Another important observation was that despite the high prevalence of IgG1 subclass, C1q-binding was found in less than 15% of the sera tested, and only in the presence of high MFI IgG1 or, most frequently, in the presence of a combination of all 4 subclasses. As recently shown by Schaub et al, C1q binding is related to anti-HLA antibody density, and furthermore, a great number of HLA antibodies found in sera that do not induce C1q-binding in vitro do, however, contain C-binding IgG subclasses (IgG1 and IgG3).[11] The presence of all 4 subclasses can indicate a higher antibody concentration, thus providing higher density for C1q-binding. The presence of a high concentration of antibodies sequentially binding to antigens leads to hexamer formation that binds to C1q with higher avidity than monomeric IgG, inducing activation of the complement system.[26]

Antibody-mediated rejection is one of the leading causes of allograft failure.[27] Although the presence of DSA implies risk for AMR, long-term survival of patients with DSA has been reported.[28,29] Despite our small population number, we observed that most patients diagnosed with AMR presented an increase in MFI, changes in IgG subclasses, and C1q-binding DSA. Loupy et al reported that patients with donor specific C1q-binding DSA present lower allograft survival within 5-years of follow-up when compared with non–complement-binding DSA and non-DSA patients.[10] Moreover, pediatric kidney recipients with de novo C1q DSA reactivity showed higher rates of rejection and increased risk of allograft loss.[30] The presence of a combination of IgG subclasses with C1q-binding DSA could also be related to AMR occurrence, and diminished allograft function. It was previously shown that liver transplant patients with IgG subclass combinations containing IgG3 presented allograft survival that was significantly lower than patients who presented a single IgG subclass. Changes in the profile of antibodies during posttransplant follow-up demonstrate the importance of close anti-HLA DSA monitoring after transplantation.[31] Moreover, the presence of different subclasses can indicate distinct phenotypes of AMR. IgG4-containing DSA was associated with features of subclinical AMR, whereas IgG3-containing DSA was associated with an acute form of AMR and represented a greater risk for allograft loss.[19]
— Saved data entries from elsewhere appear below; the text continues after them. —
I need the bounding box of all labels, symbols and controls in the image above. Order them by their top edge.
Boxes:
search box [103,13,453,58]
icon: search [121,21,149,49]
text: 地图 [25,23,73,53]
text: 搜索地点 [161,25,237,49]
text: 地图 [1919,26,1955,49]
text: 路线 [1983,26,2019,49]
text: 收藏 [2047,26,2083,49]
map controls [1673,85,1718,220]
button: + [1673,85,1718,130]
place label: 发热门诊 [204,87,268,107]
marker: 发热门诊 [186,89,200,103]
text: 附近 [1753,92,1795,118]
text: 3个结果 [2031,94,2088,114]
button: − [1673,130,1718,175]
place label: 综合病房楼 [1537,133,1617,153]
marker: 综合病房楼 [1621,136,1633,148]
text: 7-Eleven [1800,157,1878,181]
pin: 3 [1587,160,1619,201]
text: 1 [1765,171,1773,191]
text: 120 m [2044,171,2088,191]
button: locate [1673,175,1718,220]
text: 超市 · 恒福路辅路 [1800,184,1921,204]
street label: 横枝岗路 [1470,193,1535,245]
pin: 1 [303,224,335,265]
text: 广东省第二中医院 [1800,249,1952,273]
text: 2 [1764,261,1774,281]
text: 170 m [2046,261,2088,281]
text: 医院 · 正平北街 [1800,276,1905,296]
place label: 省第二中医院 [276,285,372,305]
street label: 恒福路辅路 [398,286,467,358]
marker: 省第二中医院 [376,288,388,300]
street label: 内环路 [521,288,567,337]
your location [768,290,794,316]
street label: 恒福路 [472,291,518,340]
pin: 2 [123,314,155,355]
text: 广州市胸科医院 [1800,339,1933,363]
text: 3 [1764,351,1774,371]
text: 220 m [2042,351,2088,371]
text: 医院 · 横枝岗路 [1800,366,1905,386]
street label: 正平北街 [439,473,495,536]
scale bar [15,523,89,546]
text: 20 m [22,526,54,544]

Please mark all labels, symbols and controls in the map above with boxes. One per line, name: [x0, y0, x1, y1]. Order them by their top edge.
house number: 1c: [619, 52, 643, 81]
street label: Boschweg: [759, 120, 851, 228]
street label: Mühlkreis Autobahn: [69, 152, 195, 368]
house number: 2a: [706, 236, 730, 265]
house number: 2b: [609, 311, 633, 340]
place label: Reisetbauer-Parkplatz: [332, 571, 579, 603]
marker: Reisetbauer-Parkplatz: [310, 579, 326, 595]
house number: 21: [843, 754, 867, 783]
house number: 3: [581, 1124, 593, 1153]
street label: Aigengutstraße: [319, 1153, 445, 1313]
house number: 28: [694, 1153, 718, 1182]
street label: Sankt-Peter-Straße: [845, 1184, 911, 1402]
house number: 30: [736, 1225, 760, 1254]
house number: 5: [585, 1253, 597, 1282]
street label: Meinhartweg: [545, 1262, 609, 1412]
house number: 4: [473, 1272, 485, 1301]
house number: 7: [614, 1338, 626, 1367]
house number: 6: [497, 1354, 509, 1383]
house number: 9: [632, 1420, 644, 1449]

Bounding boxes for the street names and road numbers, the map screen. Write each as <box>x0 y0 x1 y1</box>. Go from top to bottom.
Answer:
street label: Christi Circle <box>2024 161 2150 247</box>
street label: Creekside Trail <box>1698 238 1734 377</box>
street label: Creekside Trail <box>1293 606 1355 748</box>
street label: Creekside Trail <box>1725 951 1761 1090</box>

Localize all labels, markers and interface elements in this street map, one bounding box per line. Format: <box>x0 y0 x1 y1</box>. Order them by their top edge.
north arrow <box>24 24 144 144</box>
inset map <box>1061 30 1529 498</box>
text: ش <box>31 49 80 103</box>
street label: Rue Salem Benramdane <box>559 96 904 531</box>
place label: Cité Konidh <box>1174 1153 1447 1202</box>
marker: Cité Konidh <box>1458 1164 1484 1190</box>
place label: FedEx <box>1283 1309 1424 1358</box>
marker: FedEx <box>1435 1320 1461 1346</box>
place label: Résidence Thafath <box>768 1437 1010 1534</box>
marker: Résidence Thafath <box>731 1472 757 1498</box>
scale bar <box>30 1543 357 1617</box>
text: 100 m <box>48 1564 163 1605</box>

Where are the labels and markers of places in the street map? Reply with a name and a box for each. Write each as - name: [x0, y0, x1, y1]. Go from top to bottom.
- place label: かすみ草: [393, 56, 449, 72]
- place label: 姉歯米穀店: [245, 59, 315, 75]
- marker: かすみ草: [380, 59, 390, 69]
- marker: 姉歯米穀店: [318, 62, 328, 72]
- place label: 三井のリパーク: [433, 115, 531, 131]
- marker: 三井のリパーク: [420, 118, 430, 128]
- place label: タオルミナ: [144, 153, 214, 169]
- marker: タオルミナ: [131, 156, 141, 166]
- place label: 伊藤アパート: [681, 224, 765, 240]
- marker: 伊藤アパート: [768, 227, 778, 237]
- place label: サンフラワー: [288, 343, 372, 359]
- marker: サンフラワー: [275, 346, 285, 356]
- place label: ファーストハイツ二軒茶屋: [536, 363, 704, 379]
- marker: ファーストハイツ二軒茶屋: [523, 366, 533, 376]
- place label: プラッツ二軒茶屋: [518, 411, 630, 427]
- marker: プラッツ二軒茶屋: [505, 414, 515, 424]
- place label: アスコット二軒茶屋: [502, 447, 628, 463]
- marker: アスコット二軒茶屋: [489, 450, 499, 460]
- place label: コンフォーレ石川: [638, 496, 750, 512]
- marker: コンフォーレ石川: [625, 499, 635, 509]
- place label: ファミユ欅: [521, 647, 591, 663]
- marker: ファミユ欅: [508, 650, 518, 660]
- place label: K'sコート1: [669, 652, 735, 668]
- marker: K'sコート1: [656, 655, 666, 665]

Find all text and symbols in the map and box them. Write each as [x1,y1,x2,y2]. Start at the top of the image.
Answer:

Our study presents certain limitations, including the small population and testing at different time points with different lots of SAB for DSA. In addition, we were unable to evaluate denatured antigens to confirm the IgG subclass negative reactions.

Recently, 3 different stages of AMR were described by molecular diagnosis of kidney biopsies; early-stage AMR, fully formed AMR, and late-stage AMR.[32] Understanding the natural evolution of anti-HLA antibodies during the process of AMR and correlating to its stages is essential to define treatment. Although our data are not conclusive, we demonstrate that there is a progression of the immune response and it can begin at the sensitization cause and may consequently lead to allograft loss. These insights should be considered if patients are not consistently monitored for anti-HLA antibodies after transplantation. Thus, a single time point evaluation after transplantation may not be sufficient to provide all the information needed to make clinical decisions.